REQUIREMENT.
From the line with "Which roads connect where in this" onward, reproduce each line of the entries exactly, ending at the last one, and add nothing.

_ _ _ _ _ _ _

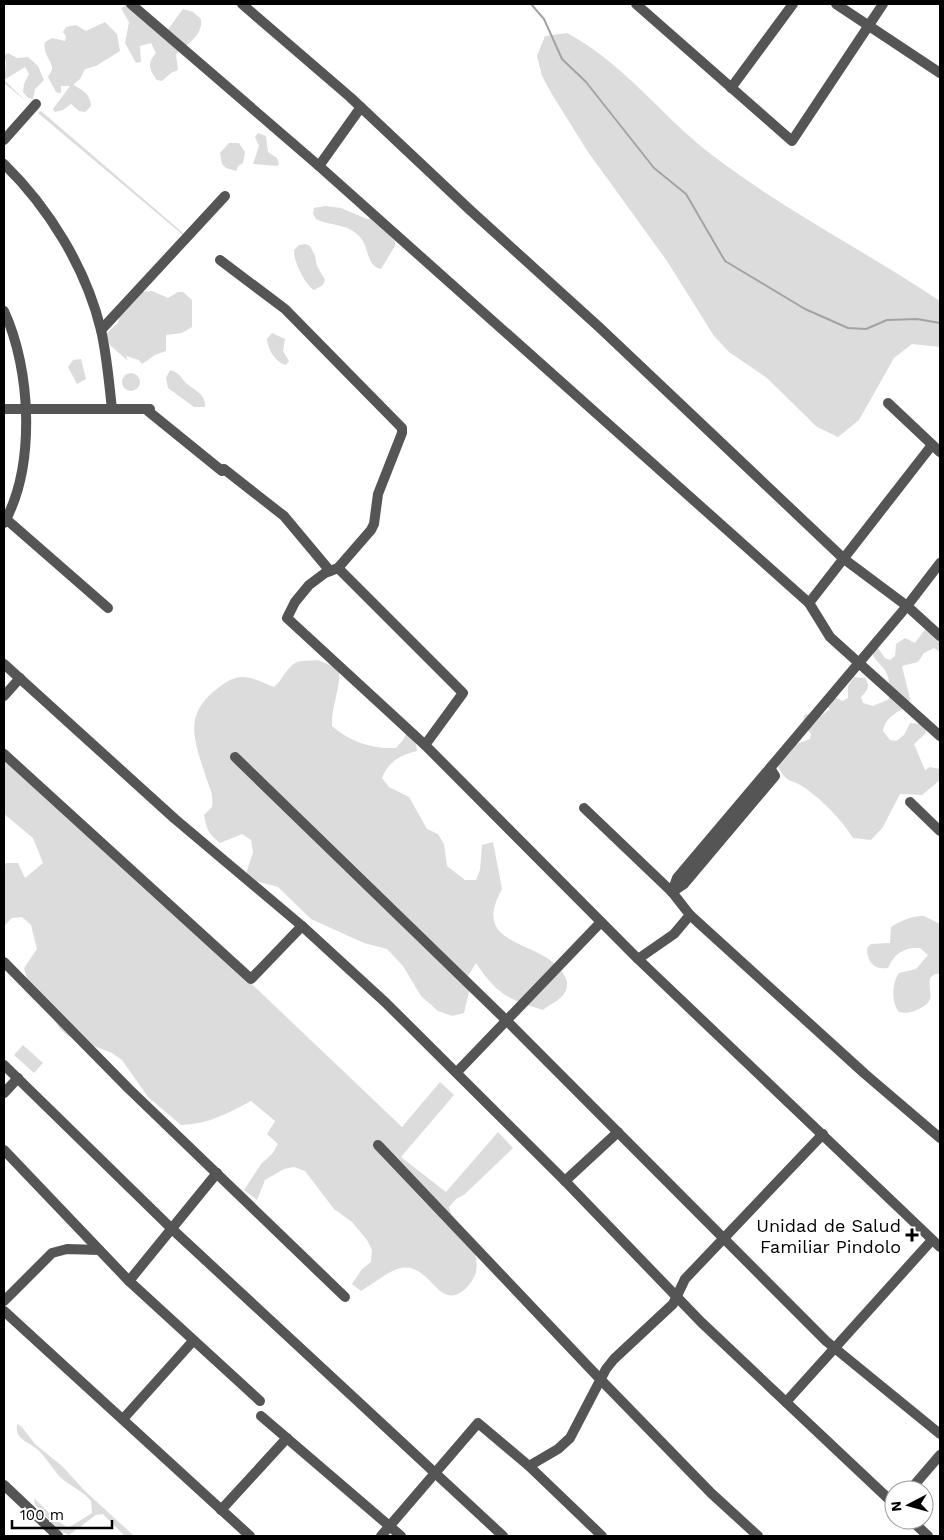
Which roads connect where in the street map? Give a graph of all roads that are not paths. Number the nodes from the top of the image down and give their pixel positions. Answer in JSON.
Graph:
{"nodes":[{"id":1,"x":131,"y":4,"type":"edge"},
{"id":2,"x":242,"y":4,"type":"edge"},
{"id":3,"x":636,"y":4,"type":"edge"},
{"id":4,"x":793,"y":4,"type":"edge"},
{"id":5,"x":836,"y":4,"type":"edge"},
{"id":6,"x":883,"y":4,"type":"edge"},
{"id":7,"x":869,"y":26,"type":"junction"},
{"id":8,"x":940,"y":72,"type":"edge"},
{"id":9,"x":731,"y":88,"type":"junction"},
{"id":10,"x":36,"y":104,"type":"dead end"},
{"id":11,"x":361,"y":107,"type":"junction"},
{"id":12,"x":4,"y":140,"type":"edge"},
{"id":13,"x":4,"y":164,"type":"edge"},
{"id":14,"x":319,"y":166,"type":"junction"},
{"id":15,"x":225,"y":196,"type":"dead end"},
{"id":16,"x":220,"y":260,"type":"dead end"},
{"id":17,"x":4,"y":311,"type":"edge"},
{"id":18,"x":101,"y":330,"type":"junction"},
{"id":19,"x":888,"y":404,"type":"dead end"},
{"id":20,"x":4,"y":409,"type":"edge"},
{"id":21,"x":26,"y":409,"type":"junction"},
{"id":22,"x":112,"y":409,"type":"junction"},
{"id":23,"x":936,"y":449,"type":"edge"},
{"id":24,"x":5,"y":521,"type":"edge"},
{"id":25,"x":844,"y":559,"type":"junction"},
{"id":26,"x":940,"y":563,"type":"edge"},
{"id":27,"x":334,"y":570,"type":"junction"},
{"id":28,"x":809,"y":603,"type":"junction"},
{"id":29,"x":907,"y":606,"type":"junction"},
{"id":30,"x":108,"y":608,"type":"dead end"},
{"id":31,"x":940,"y":636,"type":"edge"},
{"id":32,"x":859,"y":662,"type":"junction"},
{"id":33,"x":4,"y":664,"type":"edge"},
{"id":34,"x":20,"y":678,"type":"junction"},
{"id":35,"x":4,"y":696,"type":"edge"},
{"id":36,"x":940,"y":736,"type":"edge"},
{"id":37,"x":425,"y":745,"type":"junction"},
{"id":38,"x":4,"y":754,"type":"edge"},
{"id":39,"x":235,"y":757,"type":"dead end"},
{"id":40,"x":910,"y":802,"type":"dead end"},
{"id":41,"x":584,"y":808,"type":"dead end"},
{"id":42,"x":940,"y":831,"type":"edge"},
{"id":43,"x":672,"y":892,"type":"junction"},
{"id":44,"x":690,"y":915,"type":"junction"},
{"id":45,"x":601,"y":922,"type":"junction"},
{"id":46,"x":302,"y":926,"type":"junction"},
{"id":47,"x":638,"y":959,"type":"junction"},
{"id":48,"x":4,"y":962,"type":"edge"},
{"id":49,"x":506,"y":1020,"type":"junction"},
{"id":50,"x":4,"y":1065,"type":"edge"},
{"id":51,"x":458,"y":1072,"type":"junction"},
{"id":52,"x":18,"y":1078,"type":"junction"},
{"id":53,"x":4,"y":1093,"type":"edge"},
{"id":54,"x":618,"y":1132,"type":"junction"},
{"id":55,"x":823,"y":1134,"type":"junction"},
{"id":56,"x":940,"y":1138,"type":"edge"},
{"id":57,"x":378,"y":1145,"type":"dead end"},
{"id":58,"x":4,"y":1150,"type":"edge"},
{"id":59,"x":217,"y":1172,"type":"junction"},
{"id":60,"x":565,"y":1181,"type":"junction"},
{"id":61,"x":172,"y":1229,"type":"junction"},
{"id":62,"x":724,"y":1238,"type":"junction"},
{"id":63,"x":936,"y":1243,"type":"edge"},
{"id":64,"x":99,"y":1250,"type":"junction"},
{"id":65,"x":129,"y":1281,"type":"junction"},
{"id":66,"x":676,"y":1296,"type":"junction"},
{"id":67,"x":345,"y":1297,"type":"dead end"},
{"id":68,"x":4,"y":1301,"type":"edge"},
{"id":69,"x":4,"y":1311,"type":"edge"},
{"id":70,"x":193,"y":1341,"type":"junction"},
{"id":71,"x":835,"y":1348,"type":"junction"},
{"id":72,"x":601,"y":1380,"type":"junction"},
{"id":73,"x":260,"y":1401,"type":"dead end"},
{"id":74,"x":786,"y":1402,"type":"junction"},
{"id":75,"x":261,"y":1416,"type":"dead end"},
{"id":76,"x":123,"y":1419,"type":"junction"},
{"id":77,"x":940,"y":1434,"type":"edge"},
{"id":78,"x":287,"y":1438,"type":"junction"},
{"id":79,"x":940,"y":1456,"type":"edge"},
{"id":80,"x":529,"y":1466,"type":"junction"},
{"id":81,"x":437,"y":1473,"type":"junction"},
{"id":82,"x":919,"y":1480,"type":"edge"},
{"id":83,"x":4,"y":1485,"type":"edge"},
{"id":84,"x":884,"y":1495,"type":"edge"},
{"id":85,"x":221,"y":1510,"type":"junction"},
{"id":86,"x":390,"y":1526,"type":"junction"},
{"id":87,"x":58,"y":1536,"type":"edge"},
{"id":88,"x":249,"y":1536,"type":"edge"},
{"id":89,"x":381,"y":1536,"type":"edge"},
{"id":90,"x":402,"y":1536,"type":"edge"},
{"id":91,"x":503,"y":1536,"type":"edge"},
{"id":92,"x":602,"y":1536,"type":"edge"},
{"id":93,"x":758,"y":1536,"type":"edge"}],
"edges":[{"from":1,"to":14,"type":"street"},
{"from":2,"to":11,"type":"street"},
{"from":3,"to":9,"type":"street"},
{"from":4,"to":9,"type":"street"},
{"from":5,"to":7,"type":"street"},
{"from":6,"to":7,"type":"street"},
{"from":7,"to":8,"type":"street"},
{"from":7,"to":9,"type":"street"},
{"from":10,"to":12,"type":"street"},
{"from":11,"to":14,"type":"street"},
{"from":11,"to":25,"type":"street"},
{"from":13,"to":18,"type":"street"},
{"from":14,"to":28,"type":"street"},
{"from":15,"to":18,"type":"street"},
{"from":16,"to":27,"type":"street"},
{"from":17,"to":21,"type":"street"},
{"from":18,"to":22,"type":"street"},
{"from":19,"to":23,"type":"street"},
{"from":20,"to":21,"type":"street"},
{"from":21,"to":22,"type":"street"},
{"from":21,"to":24,"type":"street"},
{"from":22,"to":27,"type":"street"},
{"from":23,"to":25,"type":"street"},
{"from":24,"to":30,"type":"street"},
{"from":25,"to":28,"type":"street"},
{"from":25,"to":29,"type":"street"},
{"from":26,"to":29,"type":"street"},
{"from":27,"to":37,"type":"street"},
{"from":27,"to":37,"type":"street"},
{"from":28,"to":32,"type":"street"},
{"from":29,"to":31,"type":"street"},
{"from":29,"to":32,"type":"street"},
{"from":32,"to":36,"type":"street"},
{"from":32,"to":43,"type":"street"},
{"from":33,"to":34,"type":"street"},
{"from":34,"to":35,"type":"street"},
{"from":34,"to":46,"type":"street"},
{"from":37,"to":45,"type":"street"},
{"from":38,"to":46,"type":"street"},
{"from":39,"to":49,"type":"street"},
{"from":40,"to":42,"type":"street"},
{"from":41,"to":43,"type":"street"},
{"from":43,"to":44,"type":"street"},
{"from":44,"to":47,"type":"street"},
{"from":44,"to":56,"type":"street"},
{"from":45,"to":47,"type":"street"},
{"from":45,"to":49,"type":"street"},
{"from":46,"to":51,"type":"street"},
{"from":47,"to":55,"type":"street"},
{"from":48,"to":59,"type":"street"},
{"from":49,"to":51,"type":"street"},
{"from":49,"to":54,"type":"street"},
{"from":50,"to":52,"type":"street"},
{"from":51,"to":60,"type":"street"},
{"from":52,"to":53,"type":"street"},
{"from":52,"to":61,"type":"street"},
{"from":54,"to":60,"type":"street"},
{"from":54,"to":62,"type":"street"},
{"from":55,"to":62,"type":"street"},
{"from":55,"to":63,"type":"street"},
{"from":57,"to":72,"type":"street"},
{"from":58,"to":64,"type":"street"},
{"from":59,"to":61,"type":"street"},
{"from":59,"to":67,"type":"street"},
{"from":60,"to":66,"type":"street"},
{"from":61,"to":65,"type":"street"},
{"from":61,"to":81,"type":"street"},
{"from":62,"to":66,"type":"street"},
{"from":62,"to":71,"type":"street"},
{"from":63,"to":71,"type":"street"},
{"from":64,"to":65,"type":"street"},
{"from":64,"to":68,"type":"street"},
{"from":65,"to":70,"type":"street"},
{"from":66,"to":72,"type":"street"},
{"from":66,"to":74,"type":"street"},
{"from":69,"to":76,"type":"street"},
{"from":70,"to":73,"type":"street"},
{"from":70,"to":76,"type":"street"},
{"from":71,"to":74,"type":"street"},
{"from":71,"to":77,"type":"street"},
{"from":72,"to":80,"type":"street"},
{"from":72,"to":93,"type":"street"},
{"from":74,"to":84,"type":"street"},
{"from":75,"to":78,"type":"street"},
{"from":76,"to":85,"type":"street"},
{"from":78,"to":85,"type":"street"},
{"from":78,"to":86,"type":"street"},
{"from":79,"to":82,"type":"street"},
{"from":80,"to":81,"type":"street"},
{"from":80,"to":92,"type":"street"},
{"from":81,"to":86,"type":"street"},
{"from":81,"to":91,"type":"street"},
{"from":83,"to":87,"type":"street"},
{"from":85,"to":88,"type":"street"},
{"from":86,"to":89,"type":"street"},
{"from":86,"to":90,"type":"street"}]}
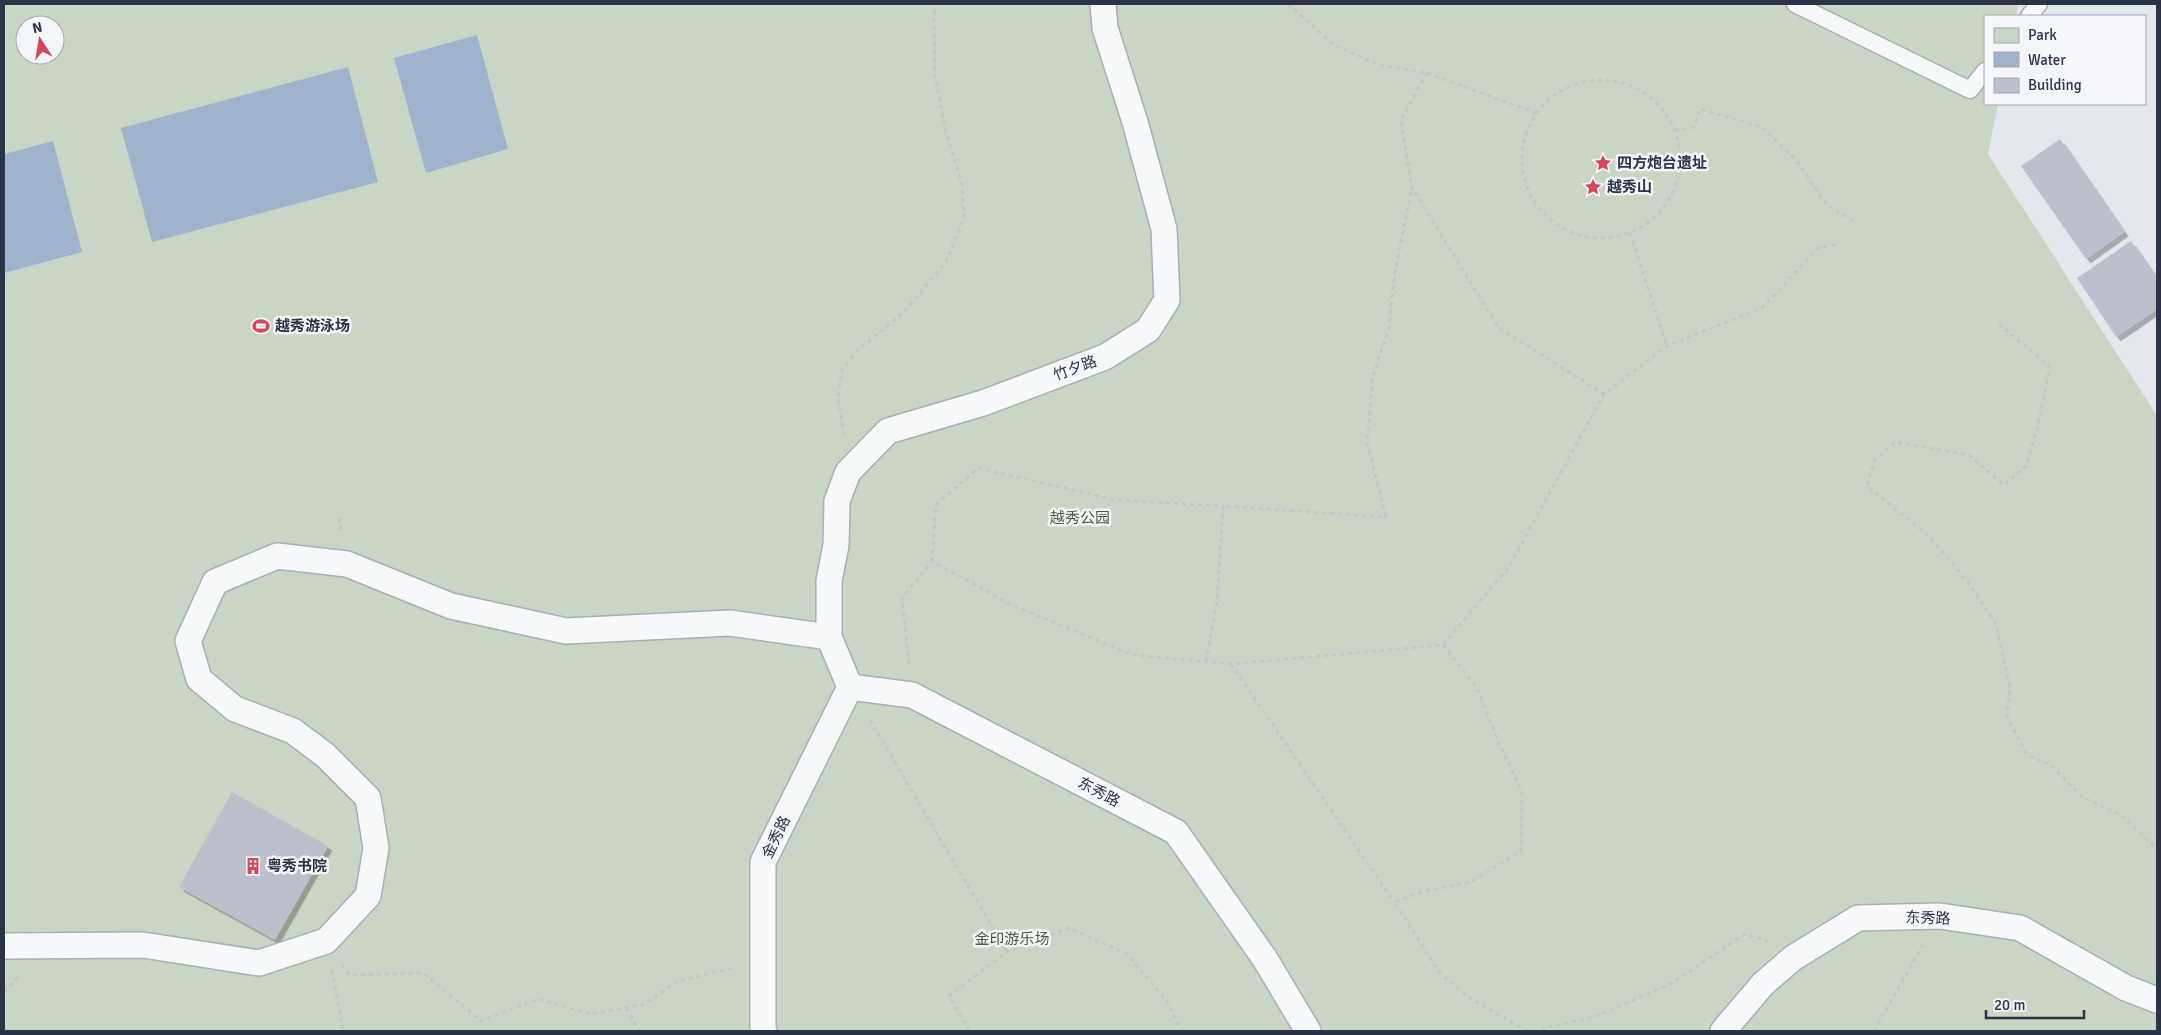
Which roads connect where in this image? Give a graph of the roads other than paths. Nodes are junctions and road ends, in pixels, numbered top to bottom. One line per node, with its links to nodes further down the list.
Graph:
1 (1103, 4): 6 (street, 竹夕路)
2 (1795, 4): 5 (lane)
3 (2039, 4): 4 (lane)
4 (2030, 15)
5 (1984, 72)
6 (829, 637): 7 (street); 8 (street)
7 (850, 687): 10 (street, 金秀路); 11 (street, 东秀路)
8 (4, 946)
9 (2157, 1000): 12 (street, 东秀路)
10 (764, 1031)
11 (1308, 1031)
12 (1723, 1031)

_ _ _ _ _ _ _

SOLUTION.
Which roads connect where in this image? Give a graph of the roads other than paths. Nodes are junctions and road ends, in pixels, numbered top to bottom. One line per node, with its links to nodes further down the list.
Graph:
1 (1103, 4): 6 (street, 竹夕路)
2 (1795, 4): 5 (lane)
3 (2039, 4): 4 (lane)
4 (2030, 15)
5 (1984, 72)
6 (829, 637): 7 (street); 8 (street)
7 (850, 687): 10 (street, 金秀路); 11 (street, 东秀路)
8 (4, 946)
9 (2157, 1000): 12 (street, 东秀路)
10 (764, 1031)
11 (1308, 1031)
12 (1723, 1031)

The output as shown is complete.